(Work to complete):
The answer must be an exact transcription of the lines below from the first through the one containing "filter:drop-shadow(0 0 1px", with the pictures left out; please add nothing else.

(Stored items from a collection):
* * * * * * * * *

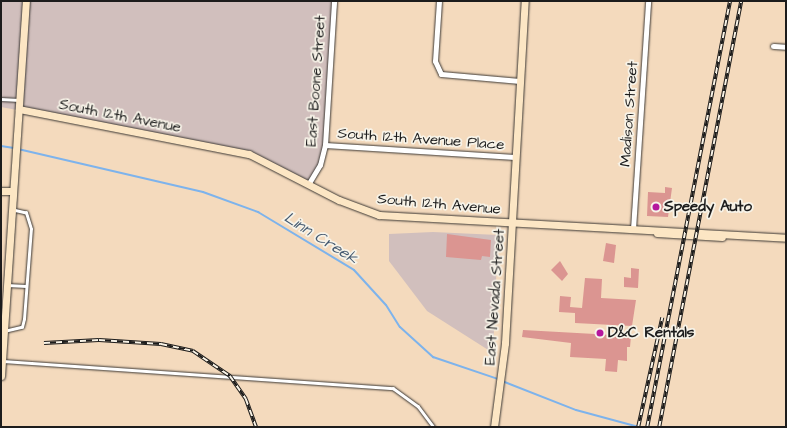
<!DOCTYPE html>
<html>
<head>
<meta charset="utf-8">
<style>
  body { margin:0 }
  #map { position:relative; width:787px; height:428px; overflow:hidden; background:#f4dabd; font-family:"Architects Daughter",sans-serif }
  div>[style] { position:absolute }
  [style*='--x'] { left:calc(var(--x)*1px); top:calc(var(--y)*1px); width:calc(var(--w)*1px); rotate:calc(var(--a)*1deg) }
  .industrial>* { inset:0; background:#d1bfbd }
  .stream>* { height:2px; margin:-1px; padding:0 1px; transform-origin:1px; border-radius:1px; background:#7db3ec }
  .building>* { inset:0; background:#db9591 }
  .roads { filter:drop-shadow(0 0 1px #3c3834) drop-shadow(0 0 1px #3c3834) }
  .lane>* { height:2.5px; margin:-1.25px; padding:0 1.25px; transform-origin:1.25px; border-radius:1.25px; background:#fff }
  .street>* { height:5px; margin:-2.5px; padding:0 2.5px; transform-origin:2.5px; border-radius:2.5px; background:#fff }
  .secondary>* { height:7px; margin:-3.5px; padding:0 3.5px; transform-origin:3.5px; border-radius:3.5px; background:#fce6c4 }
  .rail>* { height:3.5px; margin-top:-1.75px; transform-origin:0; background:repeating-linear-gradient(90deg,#f7f3e8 0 6px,#1c1c1c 0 12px); box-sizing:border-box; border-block:1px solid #1c1c1c }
  .dots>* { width:11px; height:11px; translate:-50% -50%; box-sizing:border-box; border:2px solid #f7f3e8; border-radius:50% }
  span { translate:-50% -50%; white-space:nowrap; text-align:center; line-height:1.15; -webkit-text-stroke:3.5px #f7f3e8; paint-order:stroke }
  .street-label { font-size:15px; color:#1c1c1c }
  .poi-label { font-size:15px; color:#1c1c1c; font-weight:700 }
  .left { translate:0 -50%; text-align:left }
  .water-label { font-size:16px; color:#43586f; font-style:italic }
  .frame { position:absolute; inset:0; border:2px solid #1c1c1c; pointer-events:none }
</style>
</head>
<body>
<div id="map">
  <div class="industrial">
    <i style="clip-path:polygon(1px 1px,334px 1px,325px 145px,320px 165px,309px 183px,249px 154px,1px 107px)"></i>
    <i style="clip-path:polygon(433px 232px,498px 235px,493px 353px,427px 311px,389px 261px,389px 234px)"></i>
  </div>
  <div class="stream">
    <i style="--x:1;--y:146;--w:13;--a:9"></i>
    <i style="--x:18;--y:149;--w:190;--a:13.1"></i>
    <i style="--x:203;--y:192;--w:59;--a:20"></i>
    <i style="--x:258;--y:212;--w:112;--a:31.1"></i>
    <i style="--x:354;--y:270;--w:47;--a:47.6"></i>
    <i style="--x:386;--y:305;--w:26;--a:58"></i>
    <i style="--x:400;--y:327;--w:45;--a:42.3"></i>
    <i style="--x:433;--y:357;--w:69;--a:18.7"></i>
    <i style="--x:502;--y:381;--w:79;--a:21.4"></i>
    <i style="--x:576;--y:410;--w:65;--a:15.1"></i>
  </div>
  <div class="building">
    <i style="clip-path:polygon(665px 187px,672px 188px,668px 217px,647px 216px,648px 192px,665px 193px)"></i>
    <i style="clip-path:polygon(447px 234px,491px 240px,490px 257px,482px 256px,481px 260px,446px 257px)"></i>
    <i style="clip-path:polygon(606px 243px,616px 245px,614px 263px,603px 261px)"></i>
    <i style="clip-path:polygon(560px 261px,568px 274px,562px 281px,551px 270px)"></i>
    <i style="clip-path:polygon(631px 268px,639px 269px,638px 288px,624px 287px,624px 277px,631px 278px)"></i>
    <i style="clip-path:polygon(585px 278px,602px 279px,601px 298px,636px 300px,632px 326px,575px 323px,575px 313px,559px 312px,560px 296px,571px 297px,570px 307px,582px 308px)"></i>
    <i style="clip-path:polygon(523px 330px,631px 336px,630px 347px,627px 347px,627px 361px,618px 360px,617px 372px,605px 371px,606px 359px,570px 357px,571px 343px,522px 337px)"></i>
  </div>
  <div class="roads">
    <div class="lane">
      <i style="--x:1;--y:99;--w:18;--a:3"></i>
      <i style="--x:7;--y:285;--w:19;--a:3"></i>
      <i style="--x:4;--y:331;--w:18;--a:-13"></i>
      <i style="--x:22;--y:327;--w:8;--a:-76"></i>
      <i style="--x:24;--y:319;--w:90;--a:-85.6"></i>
      <i style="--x:31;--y:229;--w:17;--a:-107"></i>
      <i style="--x:26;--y:213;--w:13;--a:-167"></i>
      <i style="--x:3;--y:361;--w:391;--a:4"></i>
      <i style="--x:393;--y:388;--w:31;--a:36"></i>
      <i style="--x:418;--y:406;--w:26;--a:53"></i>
    </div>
    <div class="street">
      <i style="--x:439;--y:1;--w:60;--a:93.8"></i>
      <i style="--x:435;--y:61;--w:14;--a:65"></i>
      <i style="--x:441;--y:74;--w:79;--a:5.1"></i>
      <i style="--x:773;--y:46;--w:13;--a:4"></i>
      <i style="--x:325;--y:145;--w:190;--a:3.6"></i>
      <i style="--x:309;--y:183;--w:21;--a:-59"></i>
      <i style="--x:320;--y:165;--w:21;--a:-76"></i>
      <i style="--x:325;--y:145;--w:144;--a:-86.4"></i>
      <i style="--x:633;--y:229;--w:228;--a:-86.2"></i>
    </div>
    <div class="secondary">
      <i style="--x:19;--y:109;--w:234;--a:11.1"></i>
      <i style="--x:249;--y:154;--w:101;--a:27.1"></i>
      <i style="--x:339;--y:200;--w:43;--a:20.6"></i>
      <i style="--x:379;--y:215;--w:408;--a:3.2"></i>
      <i style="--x:1;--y:191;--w:12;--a:0"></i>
      <i style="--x:657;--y:233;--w:65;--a:3.5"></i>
      <i style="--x:1;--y:376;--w:376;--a:-86.2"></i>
      <i style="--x:494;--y:427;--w:85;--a:-82.5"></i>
      <i style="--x:505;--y:343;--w:343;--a:-86.7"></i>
    </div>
  </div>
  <div class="rail">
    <i style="--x:44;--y:343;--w:55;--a:-3.1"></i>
    <i style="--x:99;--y:340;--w:62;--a:3.7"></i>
    <i style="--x:161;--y:344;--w:33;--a:12"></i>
    <i style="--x:193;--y:351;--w:45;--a:34"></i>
    <i style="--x:230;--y:376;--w:28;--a:55"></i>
    <i style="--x:246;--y:399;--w:30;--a:70"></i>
    <i style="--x:638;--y:427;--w:112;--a:-77.6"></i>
    <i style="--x:647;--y:427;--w:434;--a:-79"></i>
    <i style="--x:659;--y:427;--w:434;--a:-79.1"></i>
  </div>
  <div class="dots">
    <i style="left:656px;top:207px;background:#b5179e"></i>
    <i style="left:600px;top:333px;background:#b5179e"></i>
  </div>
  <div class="street-label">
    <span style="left:316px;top:81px;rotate:-86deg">East Boone Street</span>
    <span style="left:629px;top:114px;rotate:-86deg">Madison Street</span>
    <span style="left:120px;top:116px;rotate:11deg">South 12th Avenue</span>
    <span style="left:421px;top:139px;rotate:4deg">South 12th Avenue Place</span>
    <span style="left:439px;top:204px;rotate:5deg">South 12th Avenue</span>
    <span style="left:495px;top:297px;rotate:-86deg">East Nevada Street</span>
  </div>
  <div class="poi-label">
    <span class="left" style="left:664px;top:207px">Speedy Auto</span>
    <span class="left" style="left:608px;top:333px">D&amp;C Rentals</span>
  </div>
  <div class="water-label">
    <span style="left:321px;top:238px;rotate:32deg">Linn Creek</span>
  </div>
  <div class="frame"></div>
</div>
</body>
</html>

* * * * * * * * *

(Solution to the exercise):
<!DOCTYPE html>
<html>
<head>
<meta charset="utf-8">
<style>
  body { margin:0 }
  #map { position:relative; width:787px; height:428px; overflow:hidden; background:#f4dabd; font-family:"Architects Daughter",sans-serif }
  div>[style] { position:absolute }
  [style*='--x'] { left:calc(var(--x)*1px); top:calc(var(--y)*1px); width:calc(var(--w)*1px); rotate:calc(var(--a)*1deg) }
  .industrial>* { inset:0; background:#d1bfbd }
  .stream>* { height:2px; margin:-1px; padding:0 1px; transform-origin:1px; border-radius:1px; background:#7db3ec }
  .building>* { inset:0; background:#db9591 }
  .roads { filter:drop-shadow(0 0 1px #3c3834) drop-shadow(0 0 1px #3c3834) }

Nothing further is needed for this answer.